Try it:
The response should be an exact repetition of all the entries.

Saved data entries:
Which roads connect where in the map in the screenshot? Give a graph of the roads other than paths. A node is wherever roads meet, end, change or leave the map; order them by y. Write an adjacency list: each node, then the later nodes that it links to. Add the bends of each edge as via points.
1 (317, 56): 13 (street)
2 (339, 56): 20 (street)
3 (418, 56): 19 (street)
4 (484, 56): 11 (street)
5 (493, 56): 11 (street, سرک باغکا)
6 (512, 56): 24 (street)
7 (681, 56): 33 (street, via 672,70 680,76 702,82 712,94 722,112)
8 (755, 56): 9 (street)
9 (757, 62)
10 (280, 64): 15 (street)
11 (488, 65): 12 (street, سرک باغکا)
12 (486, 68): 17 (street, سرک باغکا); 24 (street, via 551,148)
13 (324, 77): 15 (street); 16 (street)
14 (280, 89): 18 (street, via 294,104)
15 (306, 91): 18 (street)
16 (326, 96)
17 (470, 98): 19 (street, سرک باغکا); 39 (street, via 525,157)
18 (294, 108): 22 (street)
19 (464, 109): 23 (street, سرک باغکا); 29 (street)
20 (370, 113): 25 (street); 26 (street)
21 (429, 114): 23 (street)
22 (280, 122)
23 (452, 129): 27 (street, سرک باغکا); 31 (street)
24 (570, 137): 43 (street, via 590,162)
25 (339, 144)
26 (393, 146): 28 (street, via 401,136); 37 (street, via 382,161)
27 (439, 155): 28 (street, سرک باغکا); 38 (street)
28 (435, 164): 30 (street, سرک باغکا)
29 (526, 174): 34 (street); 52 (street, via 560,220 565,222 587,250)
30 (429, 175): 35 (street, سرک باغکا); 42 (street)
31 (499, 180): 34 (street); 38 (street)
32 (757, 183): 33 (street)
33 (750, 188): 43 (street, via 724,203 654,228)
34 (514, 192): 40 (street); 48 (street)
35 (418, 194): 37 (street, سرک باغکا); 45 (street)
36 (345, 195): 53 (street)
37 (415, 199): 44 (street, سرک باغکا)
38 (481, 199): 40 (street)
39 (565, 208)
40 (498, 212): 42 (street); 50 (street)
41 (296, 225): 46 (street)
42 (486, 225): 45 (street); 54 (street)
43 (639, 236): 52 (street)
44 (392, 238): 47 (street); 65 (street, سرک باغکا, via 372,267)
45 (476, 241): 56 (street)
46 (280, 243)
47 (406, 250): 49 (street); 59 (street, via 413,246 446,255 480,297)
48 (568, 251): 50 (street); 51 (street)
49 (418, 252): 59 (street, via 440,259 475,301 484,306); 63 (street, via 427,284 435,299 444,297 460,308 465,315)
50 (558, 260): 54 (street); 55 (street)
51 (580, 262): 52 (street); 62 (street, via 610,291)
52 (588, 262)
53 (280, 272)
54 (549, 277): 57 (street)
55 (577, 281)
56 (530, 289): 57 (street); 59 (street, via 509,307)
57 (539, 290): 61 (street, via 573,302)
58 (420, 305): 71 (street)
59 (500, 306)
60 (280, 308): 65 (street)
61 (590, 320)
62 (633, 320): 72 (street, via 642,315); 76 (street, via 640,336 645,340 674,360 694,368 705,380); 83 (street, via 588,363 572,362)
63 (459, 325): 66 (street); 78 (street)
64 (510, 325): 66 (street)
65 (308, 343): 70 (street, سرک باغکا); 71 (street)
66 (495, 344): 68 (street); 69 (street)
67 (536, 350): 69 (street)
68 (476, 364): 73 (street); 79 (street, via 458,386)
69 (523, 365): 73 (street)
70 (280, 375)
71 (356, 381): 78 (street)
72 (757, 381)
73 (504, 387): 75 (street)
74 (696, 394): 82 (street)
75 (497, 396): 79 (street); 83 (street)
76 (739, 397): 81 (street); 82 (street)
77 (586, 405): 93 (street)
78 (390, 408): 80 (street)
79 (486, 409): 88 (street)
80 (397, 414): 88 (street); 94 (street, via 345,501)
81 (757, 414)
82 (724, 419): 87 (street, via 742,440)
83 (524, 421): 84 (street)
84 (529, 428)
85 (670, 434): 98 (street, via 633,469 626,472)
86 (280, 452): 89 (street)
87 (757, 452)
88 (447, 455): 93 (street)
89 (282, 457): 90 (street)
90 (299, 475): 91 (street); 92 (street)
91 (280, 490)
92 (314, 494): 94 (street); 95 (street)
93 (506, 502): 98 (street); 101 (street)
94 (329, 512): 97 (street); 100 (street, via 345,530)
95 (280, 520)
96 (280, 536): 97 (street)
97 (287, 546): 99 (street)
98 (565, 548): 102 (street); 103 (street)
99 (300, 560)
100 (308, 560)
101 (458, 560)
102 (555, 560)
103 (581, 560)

Response:
Which roads connect where in the map in the screenshot? Give a graph of the roads other than paths. A node is wherever roads meet, end, change or leave the map; order them by y. Write an adjacency list: each node, then the later nodes that it links to. Add the bends of each edge as via points.
1 (317, 56): 13 (street)
2 (339, 56): 20 (street)
3 (418, 56): 19 (street)
4 (484, 56): 11 (street)
5 (493, 56): 11 (street, سرک باغکا)
6 (512, 56): 24 (street)
7 (681, 56): 33 (street, via 672,70 680,76 702,82 712,94 722,112)
8 (755, 56): 9 (street)
9 (757, 62)
10 (280, 64): 15 (street)
11 (488, 65): 12 (street, سرک باغکا)
12 (486, 68): 17 (street, سرک باغکا); 24 (street, via 551,148)
13 (324, 77): 15 (street); 16 (street)
14 (280, 89): 18 (street, via 294,104)
15 (306, 91): 18 (street)
16 (326, 96)
17 (470, 98): 19 (street, سرک باغکا); 39 (street, via 525,157)
18 (294, 108): 22 (street)
19 (464, 109): 23 (street, سرک باغکا); 29 (street)
20 (370, 113): 25 (street); 26 (street)
21 (429, 114): 23 (street)
22 (280, 122)
23 (452, 129): 27 (street, سرک باغکا); 31 (street)
24 (570, 137): 43 (street, via 590,162)
25 (339, 144)
26 (393, 146): 28 (street, via 401,136); 37 (street, via 382,161)
27 (439, 155): 28 (street, سرک باغکا); 38 (street)
28 (435, 164): 30 (street, سرک باغکا)
29 (526, 174): 34 (street); 52 (street, via 560,220 565,222 587,250)
30 (429, 175): 35 (street, سرک باغکا); 42 (street)
31 (499, 180): 34 (street); 38 (street)
32 (757, 183): 33 (street)
33 (750, 188): 43 (street, via 724,203 654,228)
34 (514, 192): 40 (street); 48 (street)
35 (418, 194): 37 (street, سرک باغکا); 45 (street)
36 (345, 195): 53 (street)
37 (415, 199): 44 (street, سرک باغکا)
38 (481, 199): 40 (street)
39 (565, 208)
40 (498, 212): 42 (street); 50 (street)
41 (296, 225): 46 (street)
42 (486, 225): 45 (street); 54 (street)
43 (639, 236): 52 (street)
44 (392, 238): 47 (street); 65 (street, سرک باغکا, via 372,267)
45 (476, 241): 56 (street)
46 (280, 243)
47 (406, 250): 49 (street); 59 (street, via 413,246 446,255 480,297)
48 (568, 251): 50 (street); 51 (street)
49 (418, 252): 59 (street, via 440,259 475,301 484,306); 63 (street, via 427,284 435,299 444,297 460,308 465,315)
50 (558, 260): 54 (street); 55 (street)
51 (580, 262): 52 (street); 62 (street, via 610,291)
52 (588, 262)
53 (280, 272)
54 (549, 277): 57 (street)
55 (577, 281)
56 (530, 289): 57 (street); 59 (street, via 509,307)
57 (539, 290): 61 (street, via 573,302)
58 (420, 305): 71 (street)
59 (500, 306)
60 (280, 308): 65 (street)
61 (590, 320)
62 (633, 320): 72 (street, via 642,315); 76 (street, via 640,336 645,340 674,360 694,368 705,380); 83 (street, via 588,363 572,362)
63 (459, 325): 66 (street); 78 (street)
64 (510, 325): 66 (street)
65 (308, 343): 70 (street, سرک باغکا); 71 (street)
66 (495, 344): 68 (street); 69 (street)
67 (536, 350): 69 (street)
68 (476, 364): 73 (street); 79 (street, via 458,386)
69 (523, 365): 73 (street)
70 (280, 375)
71 (356, 381): 78 (street)
72 (757, 381)
73 (504, 387): 75 (street)
74 (696, 394): 82 (street)
75 (497, 396): 79 (street); 83 (street)
76 (739, 397): 81 (street); 82 (street)
77 (586, 405): 93 (street)
78 (390, 408): 80 (street)
79 (486, 409): 88 (street)
80 (397, 414): 88 (street); 94 (street, via 345,501)
81 (757, 414)
82 (724, 419): 87 (street, via 742,440)
83 (524, 421): 84 (street)
84 (529, 428)
85 (670, 434): 98 (street, via 633,469 626,472)
86 (280, 452): 89 (street)
87 (757, 452)
88 (447, 455): 93 (street)
89 (282, 457): 90 (street)
90 (299, 475): 91 (street); 92 (street)
91 (280, 490)
92 (314, 494): 94 (street); 95 (street)
93 (506, 502): 98 (street); 101 (street)
94 (329, 512): 97 (street); 100 (street, via 345,530)
95 (280, 520)
96 (280, 536): 97 (street)
97 (287, 546): 99 (street)
98 (565, 548): 102 (street); 103 (street)
99 (300, 560)
100 (308, 560)
101 (458, 560)
102 (555, 560)
103 (581, 560)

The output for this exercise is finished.